The way a publisher sells advertising tells you a lot about how well the organization understands its market, and audience, and I’m not seeing a lot of respect for the medium or the client.
These were some very prominent publishers and news brands, too. Sites we know and love. It would have been shocking if it wasn’t so predictable. Try the same experiment, if you don’t believe me. If you’re an advertiser or media buyer — well, you’ve known as much for years. Online advertising leaves a hell of a lot to be desired.
This however creates an opportunity for us to become, as my co-founder Josh Jones-Dilworth likes to say, “the Zappos of advertising”.
I agree with that goal, but I don’t think we should be the only publisher pursuing it. We don’t compete with other companies that sell online brand and reach advertising.
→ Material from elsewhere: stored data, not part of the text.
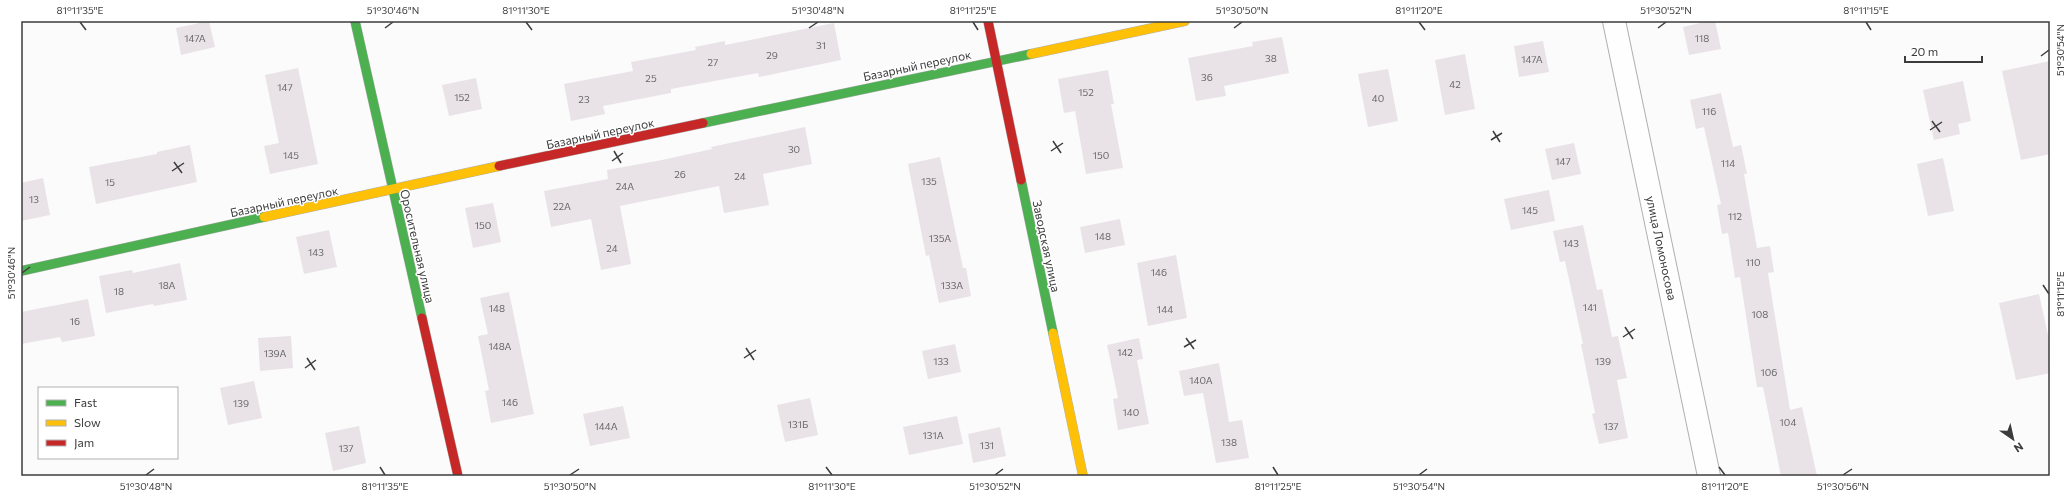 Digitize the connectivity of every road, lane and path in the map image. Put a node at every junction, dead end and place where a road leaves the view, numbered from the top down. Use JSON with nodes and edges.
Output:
{"nodes":[{"id":1,"x":355,"y":21,"type":"edge"},
{"id":2,"x":988,"y":21,"type":"edge"},
{"id":3,"x":1186,"y":21,"type":"edge"},
{"id":4,"x":1614,"y":21,"type":"edge"},
{"id":5,"x":996,"y":61,"type":"junction"},
{"id":6,"x":392,"y":189,"type":"junction"},
{"id":7,"x":21,"y":271,"type":"edge"},
{"id":8,"x":458,"y":476,"type":"edge"},
{"id":9,"x":1084,"y":476,"type":"edge"},
{"id":10,"x":1709,"y":476,"type":"edge"}],
"edges":[{"from":1,"to":6,"type":"street","name":"Оросительная улица"},
{"from":2,"to":5,"type":"street","name":"Заводская улица"},
{"from":3,"to":5,"type":"street","name":"Базарный переулок"},
{"from":4,"to":10,"type":"street","name":"улица Ломоносова"},
{"from":5,"to":6,"type":"street","name":"Базарный переулок"},
{"from":5,"to":9,"type":"street","name":"Заводская улица"},
{"from":6,"to":7,"type":"street","name":"Базарный переулок"},
{"from":6,"to":8,"type":"street","name":"Оросительная улица"}]} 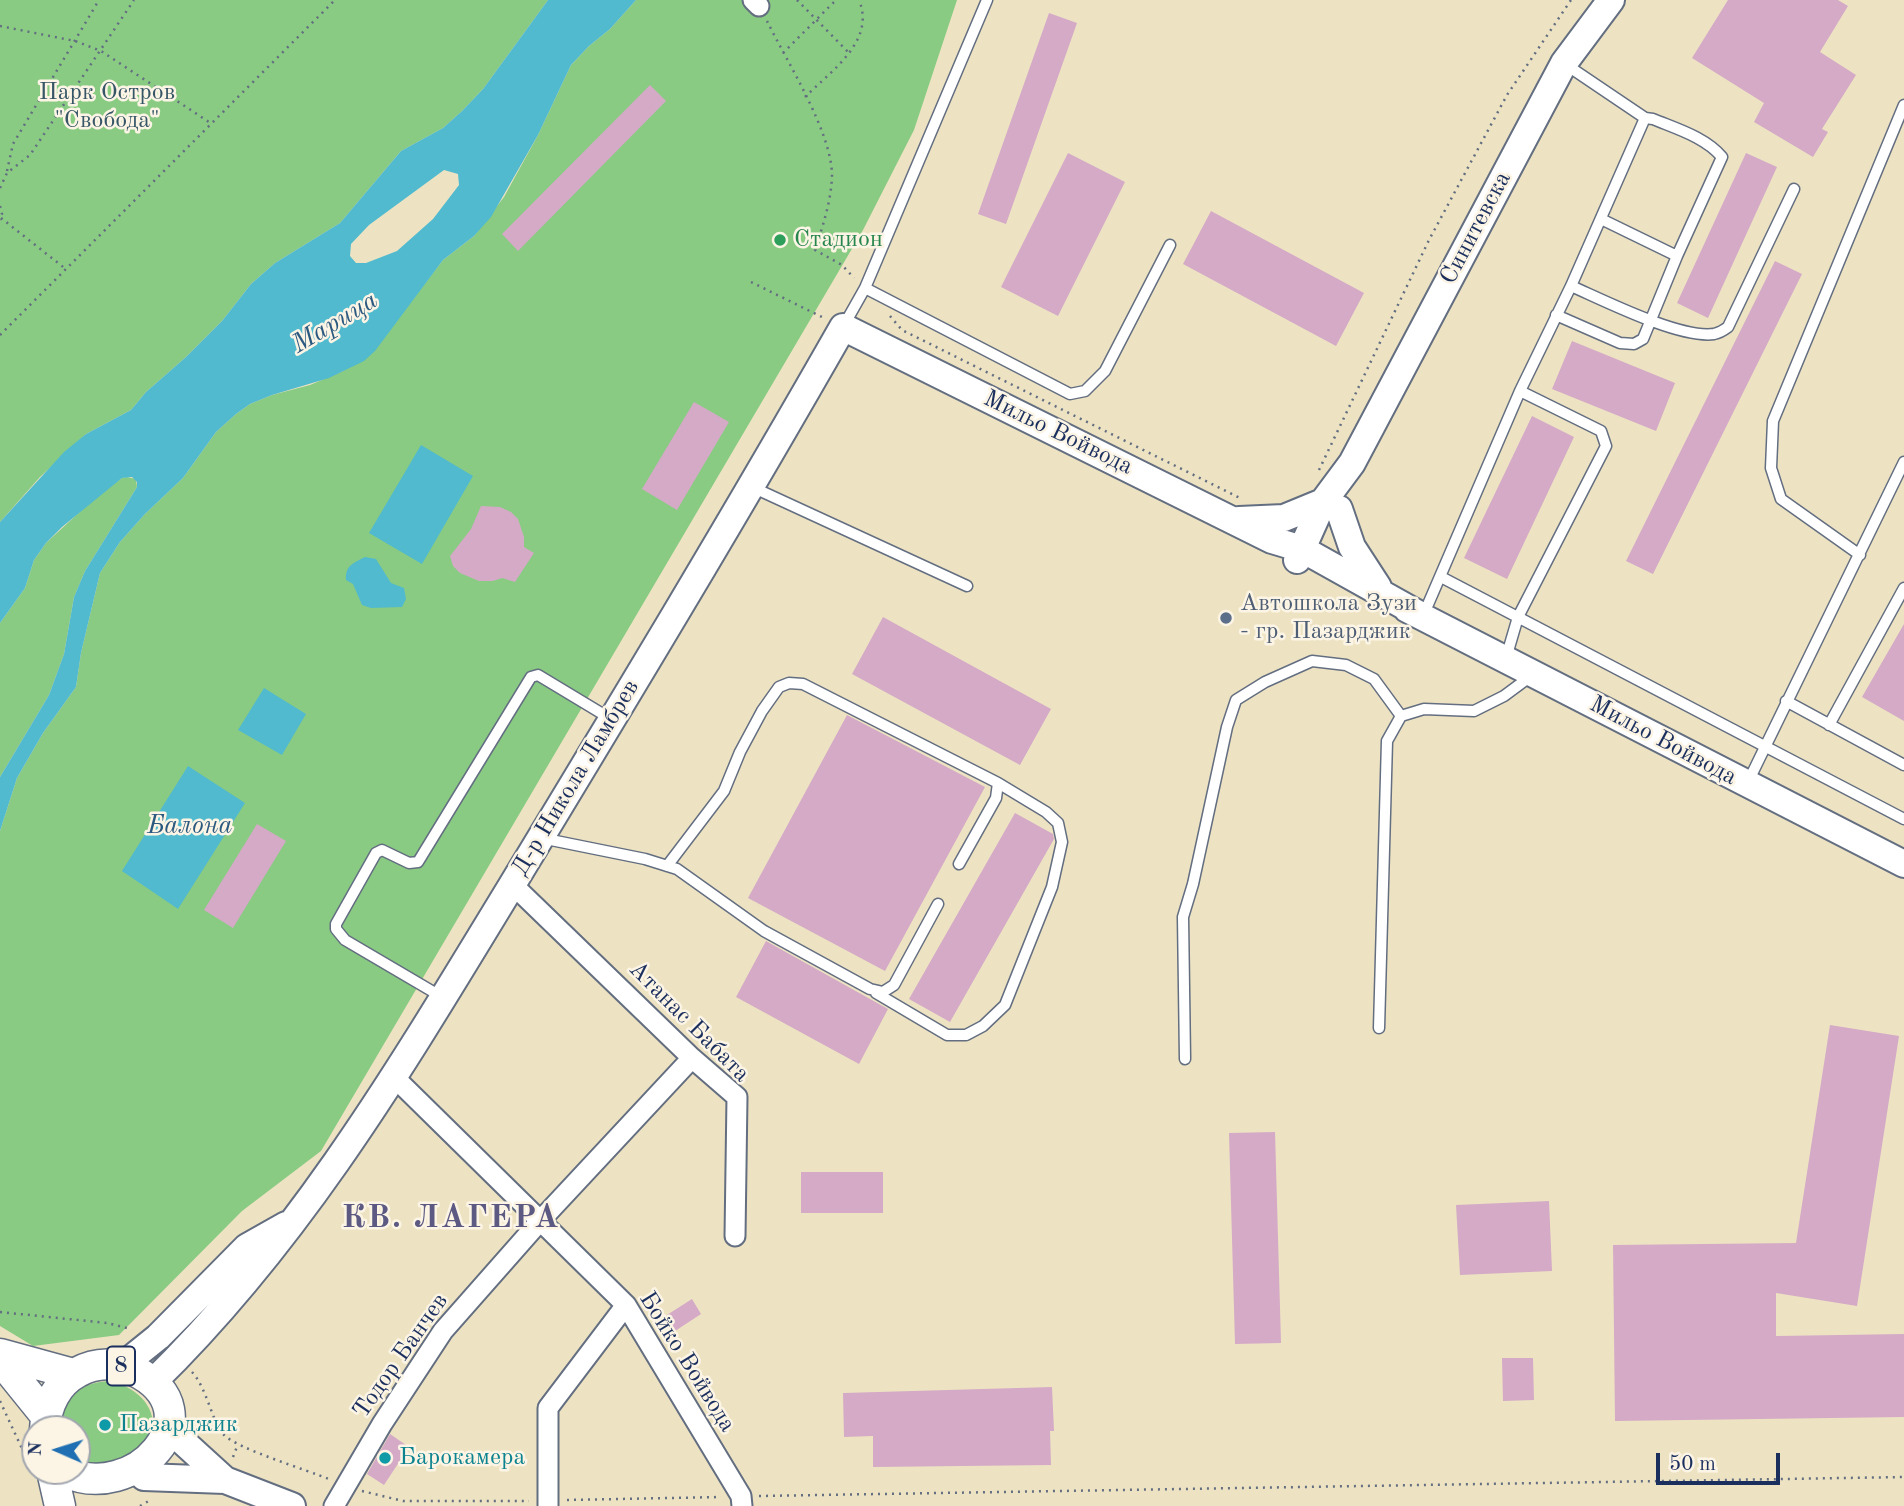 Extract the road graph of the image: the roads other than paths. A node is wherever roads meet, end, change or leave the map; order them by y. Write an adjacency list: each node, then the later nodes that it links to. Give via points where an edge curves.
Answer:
1 (988, 0): 11 (lane)
2 (1607, 1): 3 (street, Синитевска)
3 (1564, 63): 5 (lane); 18 (street, Синитевска)
4 (1904, 105): 20 (lane, via 1773,421 1771,468 1781,499)
5 (1645, 118): 7 (lane); 9 (lane, via 1703,141 1722,158)
6 (1794, 189): 13 (lane, via 1728,327 1716,334 1701,334)
7 (1601, 219): 9 (lane); 10 (lane)
8 (1170, 245): 11 (lane, via 1105,371 1085,391 1069,394)
9 (1677, 256): 13 (lane)
10 (1571, 286): 12 (lane); 13 (lane)
11 (865, 288): 14 (lane)
12 (1556, 315): 13 (lane, via 1620,343 1634,344 1643,338); 15 (lane)
13 (1650, 321)
14 (843, 327): 17 (street, Д-р Никола Ламбрев); 19 (street, Мильо Войвода)
15 (1520, 391): 22 (lane); 27 (lane, via 1601,431 1606,446)
16 (1904, 463): 20 (lane)
17 (752, 487): 23 (lane); 32 (street, Д-р Никола Ламбрев)
18 (1331, 505): 19 (street, via 1255,521); 21 (street, Синитевска); 25 (street)
19 (1240, 511): 21 (street, Мильо Войвода, via 1272,540)
20 (1860, 555): 30 (lane)
21 (1307, 559): 25 (street, Мильо Войвода); 26 (street, Мильо Войвода)
22 (1441, 577): 26 (lane); 27 (lane)
23 (967, 586)
24 (1904, 588): 33 (lane)
25 (1381, 591): 26 (street, Мильо Войвода)
26 (1422, 616): 28 (street, Мильо Войвода)
27 (1518, 618): 28 (lane); 34 (lane)
28 (1506, 658): 29 (street, Мильо Войвода)
29 (1534, 673): 31 (lane, via 1474,711 1424,709); 37 (street, Мильо Войвода)
30 (1786, 701): 33 (lane); 34 (lane)
31 (1401, 716): 47 (lane, via 1388,741); 49 (lane, via 1374,679 1346,665 1312,661 1236,700 1183,917)
32 (612, 719): 39 (street, Д-р Никола Ламбрев); 46 (lane, via 534,675 418,862 409,863 386,850 376,853 336,929 345,940)
33 (1829, 724): 35 (lane)
34 (1765, 748): 37 (lane); 38 (lane)
35 (1904, 765)
36 (998, 783): 40 (lane, via 996,798); 42 (lane, via 803,684 789,683 779,687 762,711 724,791); 45 (lane, via 1046,812 1058,824 1062,842 1052,887 1005,1005 966,1035 947,1035)
37 (1747, 785): 41 (street, Мильо Войвода)
38 (1904, 819)
39 (541, 838): 42 (lane); 43 (street, Д-р Никола Ламбрев)
40 (959, 864)
41 (1904, 864)
42 (667, 866): 45 (lane, via 764,931)
43 (512, 884): 46 (street, Д-р Никола Ламбрев); 48 (street, Атанас Бабата)
44 (937, 905): 45 (lane, via 894,985 883,992)
45 (870, 989)
46 (444, 998): 50 (street, Д-р Никола Ламбрев)
47 (1379, 1028)
48 (692, 1058): 52 (street, Тодор Банчев); 53 (street, Атанас Бабата, via 737,1097)
49 (1185, 1059)
50 (394, 1077): 51 (street, Д-р Никола Ламбрев); 52 (street, Бойко Войвода)
51 (294, 1220): 56 (street, Д-р Никола Ламбрев, via 247,1247 158,1337); 58 (street, Д-р Никола Ламбрев, via 262,1264)
52 (540, 1221): 54 (street, Бойко Войвода); 70 (street, Тодор Банчев, via 443,1331)
53 (735, 1236)
54 (626, 1305): 66 (street, Бойко Войвода); 67 (street, via 548,1408)
55 (0, 1356): 57 (main road, 8); 59 (main road, 8)
56 (122, 1366): 57 (main road, 8, via 92,1366); 58 (main road, 8)
57 (73, 1374): 60 (main road, 8, via 55,1392)
58 (152, 1384): 61 (main road, 8, via 167,1409)
59 (41, 1415)
60 (48, 1415)
61 (169, 1429): 62 (street); 65 (main road, via 162,1456)
62 (225, 1480): 65 (street); 69 (street)
63 (49, 1485): 68 (main road)
64 (86, 1485): 65 (main road)
65 (127, 1490)
66 (742, 1501)
67 (548, 1503)
68 (60, 1506)
69 (291, 1506)
70 (334, 1506)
We compete with legacy media and the online companies that dominate the market through sheer volume. The reality is that we, as online publishers, enjoy a minuscule portion of the total spend in display advertising. We should (and often do) have the best product, but we get the smallest piece of the pie.
It’s going to stay that way until we take responsibility for results. Until we’re making people money, we aren’t going to make any ourselves.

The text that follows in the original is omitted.